Genomic Fingerprint Associated with Familial Idiopathic Pulmonary Fibrosis: A Review

Idiopathic pulmonary fibrosis (IPF) is a severe interstitial lung disease; although the recent introduction of two anti-fibrosis drugs, pirfenidone and Nidanib, have resulted in a significant reduction in lung function decline, IPF is still not curable. Approximately 2-20% of patients with IPF have a family history of the disease, which is considered the strongest risk factor for idiopathic interstitial pneumonia. However, the genetic predispositions of familial IPF (f-IPF), a particular type of IPF, remain largely unknown. Genetics affect the susceptibility and progression of f-IPF. Genomic markers are increasingly being recognized for their contribution to disease prognosis and drug therapy outcomes. Existing data suggest that genomics may help identify individuals at risk for f-IPF, accurately classify patients, elucidate key pathways involved in disease pathogenesis, and ultimately develop more effective targeted therapies.
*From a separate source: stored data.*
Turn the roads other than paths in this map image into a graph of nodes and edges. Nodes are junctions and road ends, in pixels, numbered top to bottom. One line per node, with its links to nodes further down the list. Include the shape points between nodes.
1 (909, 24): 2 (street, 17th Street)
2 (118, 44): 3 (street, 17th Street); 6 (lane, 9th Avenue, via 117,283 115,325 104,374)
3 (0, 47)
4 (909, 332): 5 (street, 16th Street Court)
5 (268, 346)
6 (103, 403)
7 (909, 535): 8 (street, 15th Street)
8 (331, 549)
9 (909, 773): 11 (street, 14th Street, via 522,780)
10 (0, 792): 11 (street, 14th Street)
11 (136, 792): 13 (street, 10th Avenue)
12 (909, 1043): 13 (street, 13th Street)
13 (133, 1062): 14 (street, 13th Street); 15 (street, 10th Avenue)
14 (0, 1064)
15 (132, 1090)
Since several genetic variants associated with the disease have been found in f-IPF, this review systematically summarizes the latest progress in the gene spectrum of the f-IPF population and the underlying mechanisms of f-IPF. The genetic susceptibility variation related to the disease phenotype is also illustrated. This review aims to improve the understanding of the IPF pathogenesis and facilitate his early detection.